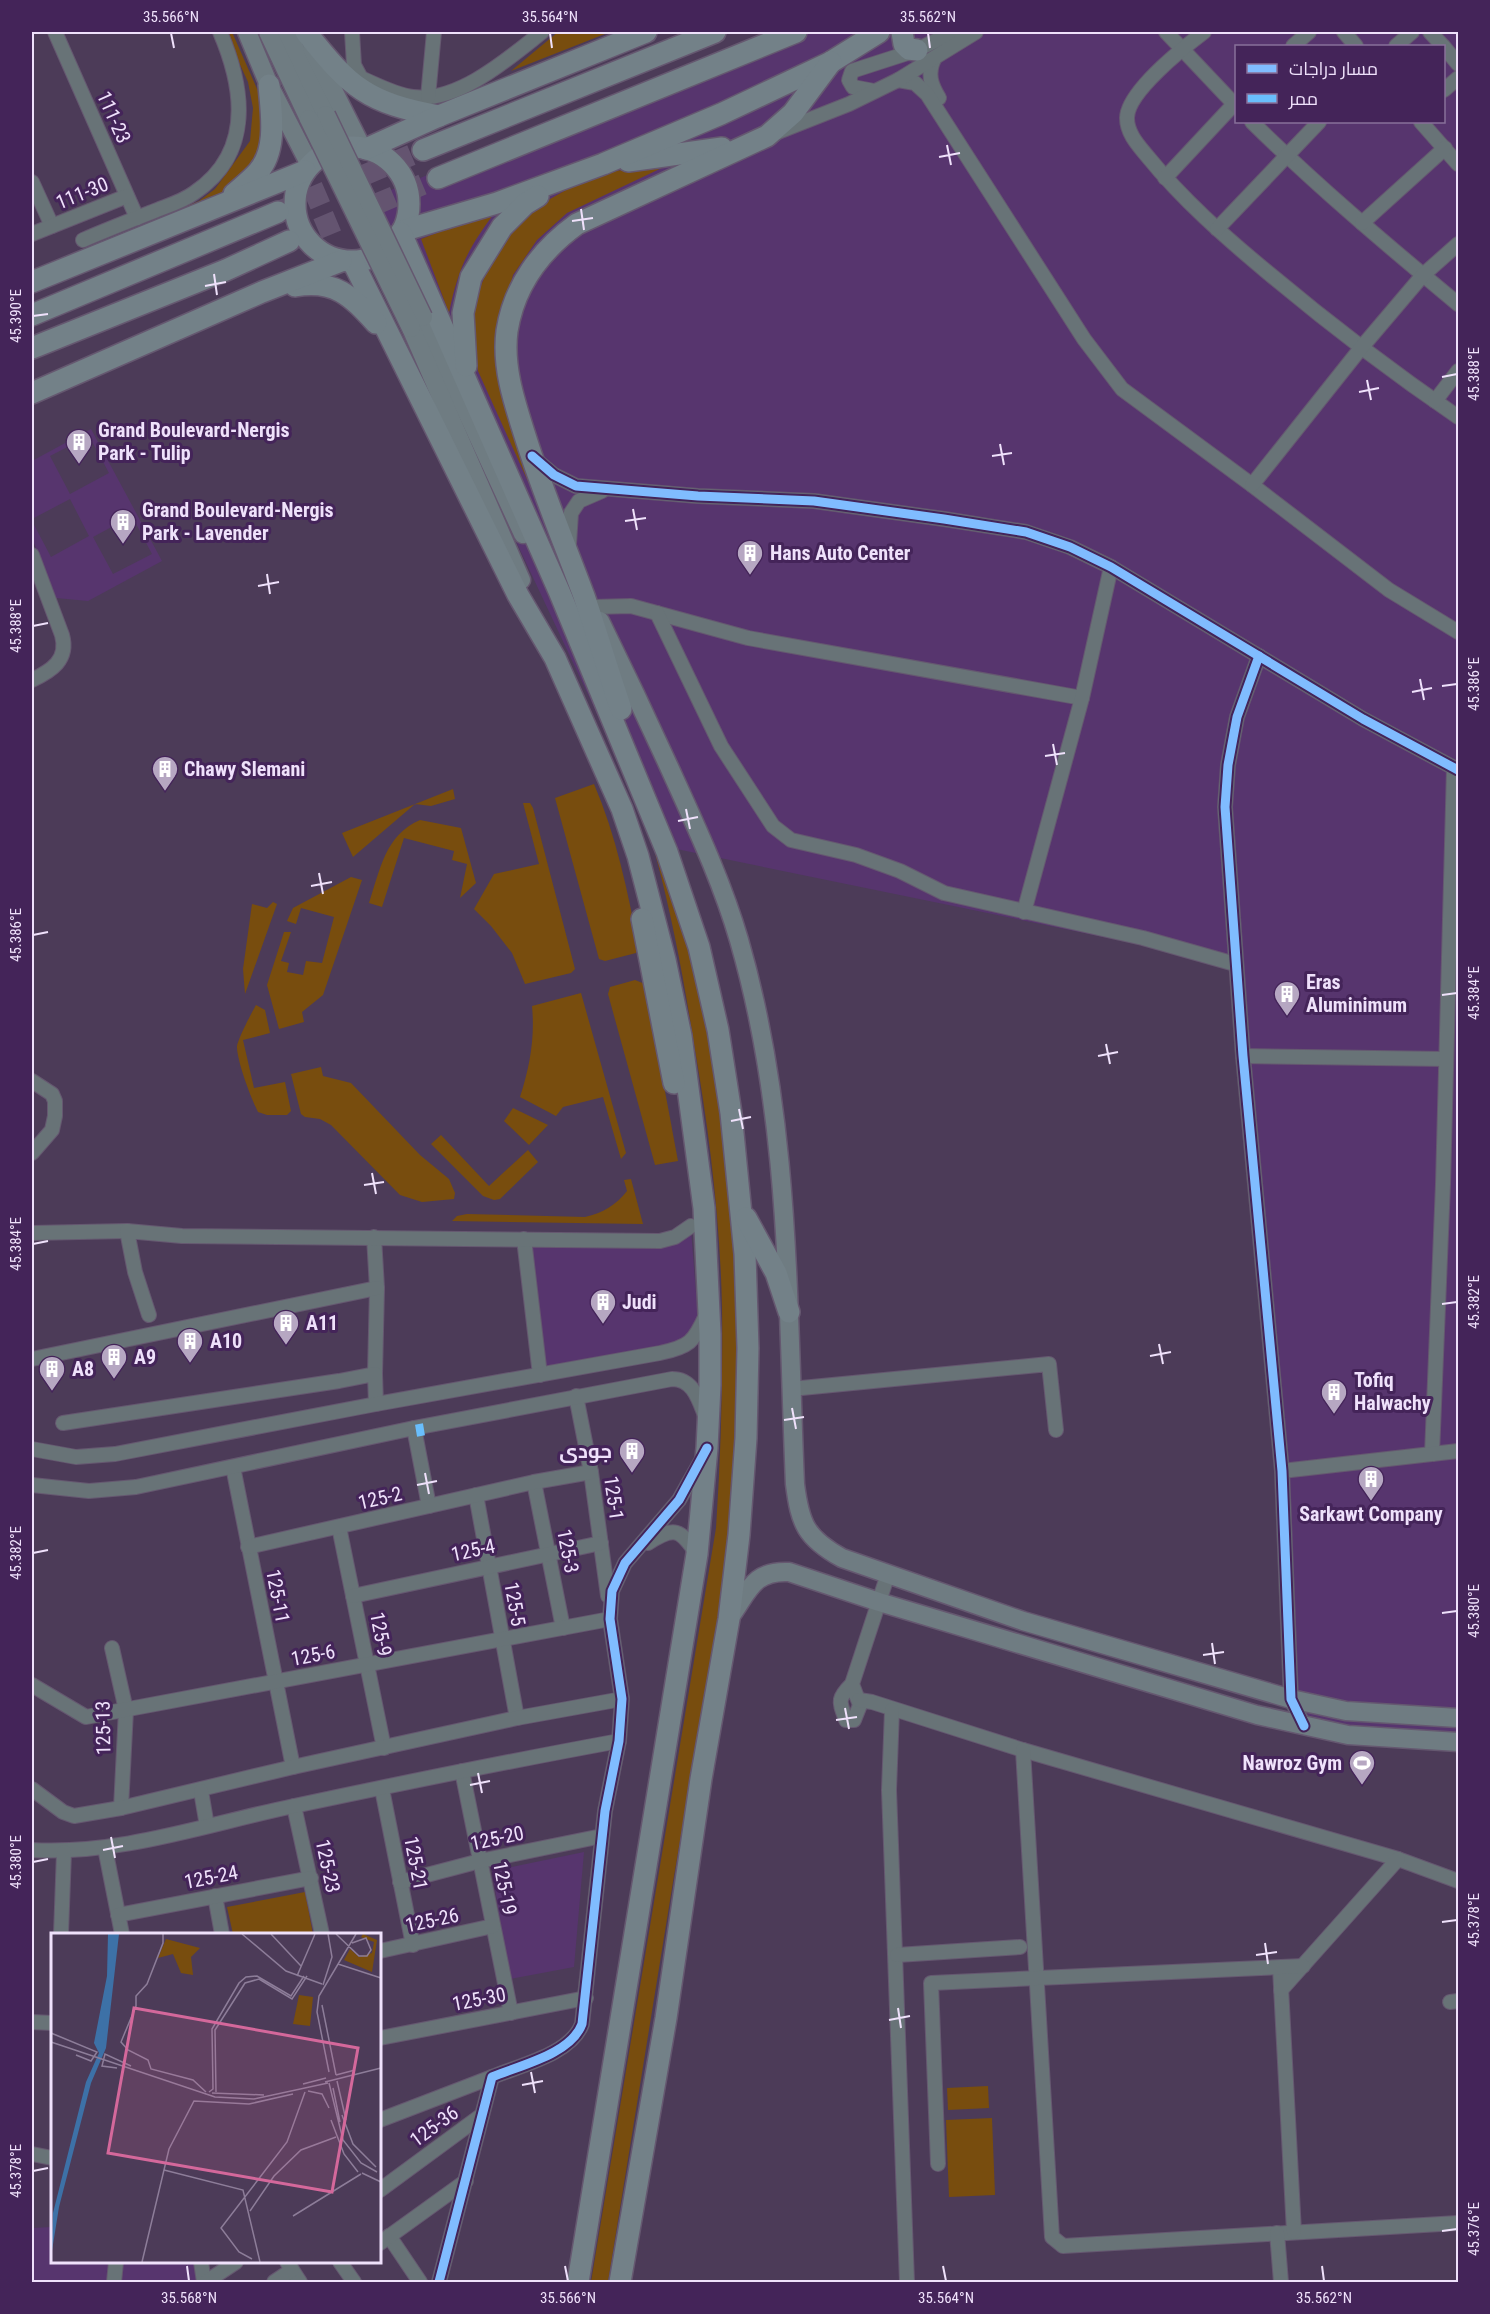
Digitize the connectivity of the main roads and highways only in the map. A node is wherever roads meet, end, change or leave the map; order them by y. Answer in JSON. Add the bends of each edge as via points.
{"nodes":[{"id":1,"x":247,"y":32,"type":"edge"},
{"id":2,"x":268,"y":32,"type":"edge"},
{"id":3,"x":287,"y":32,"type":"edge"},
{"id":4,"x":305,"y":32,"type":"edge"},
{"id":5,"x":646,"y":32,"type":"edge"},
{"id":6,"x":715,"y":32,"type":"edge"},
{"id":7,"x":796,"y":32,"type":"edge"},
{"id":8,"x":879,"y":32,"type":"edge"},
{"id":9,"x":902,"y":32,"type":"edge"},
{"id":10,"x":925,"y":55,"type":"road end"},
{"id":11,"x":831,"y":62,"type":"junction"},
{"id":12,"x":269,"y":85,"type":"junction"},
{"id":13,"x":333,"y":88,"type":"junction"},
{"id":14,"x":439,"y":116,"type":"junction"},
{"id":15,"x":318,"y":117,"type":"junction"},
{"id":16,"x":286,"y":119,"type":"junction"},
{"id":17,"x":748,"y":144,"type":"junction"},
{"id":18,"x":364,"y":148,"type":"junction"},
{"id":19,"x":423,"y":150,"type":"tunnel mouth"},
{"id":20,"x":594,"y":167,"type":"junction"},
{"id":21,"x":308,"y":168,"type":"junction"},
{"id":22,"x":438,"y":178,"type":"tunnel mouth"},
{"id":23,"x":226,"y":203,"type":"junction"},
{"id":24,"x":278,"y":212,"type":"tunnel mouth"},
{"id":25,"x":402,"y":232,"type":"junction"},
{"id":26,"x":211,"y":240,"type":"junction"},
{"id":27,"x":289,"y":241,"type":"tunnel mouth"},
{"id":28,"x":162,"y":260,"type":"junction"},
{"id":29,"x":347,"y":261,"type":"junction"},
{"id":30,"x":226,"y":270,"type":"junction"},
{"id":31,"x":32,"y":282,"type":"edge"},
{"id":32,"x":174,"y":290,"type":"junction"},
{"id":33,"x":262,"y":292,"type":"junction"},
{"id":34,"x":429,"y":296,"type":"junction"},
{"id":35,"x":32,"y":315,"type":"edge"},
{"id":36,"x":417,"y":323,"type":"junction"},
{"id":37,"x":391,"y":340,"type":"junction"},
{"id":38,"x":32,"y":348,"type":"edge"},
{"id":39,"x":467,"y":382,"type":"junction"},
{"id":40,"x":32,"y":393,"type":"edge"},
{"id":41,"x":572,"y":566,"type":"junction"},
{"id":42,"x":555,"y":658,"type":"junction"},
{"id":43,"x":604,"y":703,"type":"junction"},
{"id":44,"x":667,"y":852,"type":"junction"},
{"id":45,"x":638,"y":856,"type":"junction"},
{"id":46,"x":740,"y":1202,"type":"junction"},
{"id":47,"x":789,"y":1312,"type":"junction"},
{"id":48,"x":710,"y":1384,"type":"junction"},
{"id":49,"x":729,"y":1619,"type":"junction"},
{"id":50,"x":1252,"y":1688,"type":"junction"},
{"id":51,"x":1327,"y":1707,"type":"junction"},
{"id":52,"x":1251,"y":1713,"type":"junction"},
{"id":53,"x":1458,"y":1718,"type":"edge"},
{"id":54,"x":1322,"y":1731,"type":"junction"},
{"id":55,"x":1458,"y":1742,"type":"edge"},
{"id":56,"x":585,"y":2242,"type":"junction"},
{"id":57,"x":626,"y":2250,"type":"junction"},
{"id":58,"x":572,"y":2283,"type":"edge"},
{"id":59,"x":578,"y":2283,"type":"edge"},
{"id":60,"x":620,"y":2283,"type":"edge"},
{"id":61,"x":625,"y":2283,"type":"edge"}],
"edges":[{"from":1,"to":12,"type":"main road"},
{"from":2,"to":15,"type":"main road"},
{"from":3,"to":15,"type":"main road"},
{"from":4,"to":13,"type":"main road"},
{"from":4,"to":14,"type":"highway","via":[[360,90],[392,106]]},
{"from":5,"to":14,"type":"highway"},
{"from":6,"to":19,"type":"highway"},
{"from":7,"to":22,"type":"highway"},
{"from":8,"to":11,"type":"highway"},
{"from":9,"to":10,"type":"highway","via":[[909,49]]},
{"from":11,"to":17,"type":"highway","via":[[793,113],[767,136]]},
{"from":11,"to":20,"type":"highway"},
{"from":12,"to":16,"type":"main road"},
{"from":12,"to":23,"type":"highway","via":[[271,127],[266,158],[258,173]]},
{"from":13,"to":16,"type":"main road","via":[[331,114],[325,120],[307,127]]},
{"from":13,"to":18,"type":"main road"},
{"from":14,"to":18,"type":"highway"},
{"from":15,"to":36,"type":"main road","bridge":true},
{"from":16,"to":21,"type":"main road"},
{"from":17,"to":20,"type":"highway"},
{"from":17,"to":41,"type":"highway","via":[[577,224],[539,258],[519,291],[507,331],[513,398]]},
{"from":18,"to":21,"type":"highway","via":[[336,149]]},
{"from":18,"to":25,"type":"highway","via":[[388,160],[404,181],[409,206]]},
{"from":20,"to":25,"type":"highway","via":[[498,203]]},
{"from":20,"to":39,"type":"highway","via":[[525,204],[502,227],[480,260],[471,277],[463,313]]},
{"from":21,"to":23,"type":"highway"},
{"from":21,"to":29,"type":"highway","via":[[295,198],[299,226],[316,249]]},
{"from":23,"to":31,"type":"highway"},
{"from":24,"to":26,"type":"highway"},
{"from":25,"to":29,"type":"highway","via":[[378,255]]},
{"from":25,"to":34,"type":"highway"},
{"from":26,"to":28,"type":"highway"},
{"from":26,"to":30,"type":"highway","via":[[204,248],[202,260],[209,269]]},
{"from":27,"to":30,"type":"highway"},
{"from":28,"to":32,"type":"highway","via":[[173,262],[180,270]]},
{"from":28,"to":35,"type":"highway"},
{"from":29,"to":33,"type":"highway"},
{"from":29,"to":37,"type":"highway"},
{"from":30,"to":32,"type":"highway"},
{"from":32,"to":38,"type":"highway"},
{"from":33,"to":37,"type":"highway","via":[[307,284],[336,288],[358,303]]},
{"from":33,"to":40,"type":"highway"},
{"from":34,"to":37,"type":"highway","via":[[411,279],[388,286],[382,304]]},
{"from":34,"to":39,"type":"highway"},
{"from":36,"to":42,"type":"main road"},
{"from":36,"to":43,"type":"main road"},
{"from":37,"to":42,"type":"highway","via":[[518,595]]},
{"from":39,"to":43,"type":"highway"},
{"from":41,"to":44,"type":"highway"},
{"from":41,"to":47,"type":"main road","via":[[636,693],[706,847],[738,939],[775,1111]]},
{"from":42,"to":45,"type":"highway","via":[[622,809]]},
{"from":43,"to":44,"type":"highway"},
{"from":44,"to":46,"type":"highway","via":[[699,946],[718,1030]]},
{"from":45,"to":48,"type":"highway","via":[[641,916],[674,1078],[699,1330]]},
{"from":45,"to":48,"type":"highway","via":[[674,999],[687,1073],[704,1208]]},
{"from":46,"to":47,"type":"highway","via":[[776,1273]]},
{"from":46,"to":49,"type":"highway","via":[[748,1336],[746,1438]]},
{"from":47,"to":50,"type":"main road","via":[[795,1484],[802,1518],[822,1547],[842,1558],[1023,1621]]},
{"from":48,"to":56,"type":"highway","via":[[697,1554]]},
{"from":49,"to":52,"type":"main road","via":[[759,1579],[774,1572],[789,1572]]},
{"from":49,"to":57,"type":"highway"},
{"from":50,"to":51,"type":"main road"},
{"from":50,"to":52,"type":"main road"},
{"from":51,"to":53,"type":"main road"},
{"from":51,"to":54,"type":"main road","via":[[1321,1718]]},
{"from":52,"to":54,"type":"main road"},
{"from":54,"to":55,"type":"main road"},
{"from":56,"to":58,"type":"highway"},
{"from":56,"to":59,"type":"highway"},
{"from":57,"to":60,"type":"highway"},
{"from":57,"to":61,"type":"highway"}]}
◆ ◆ ◆ ◆
Look through the entries above and say how many lines hold the word "tunnel", giving the number alone.

**Your response:** 4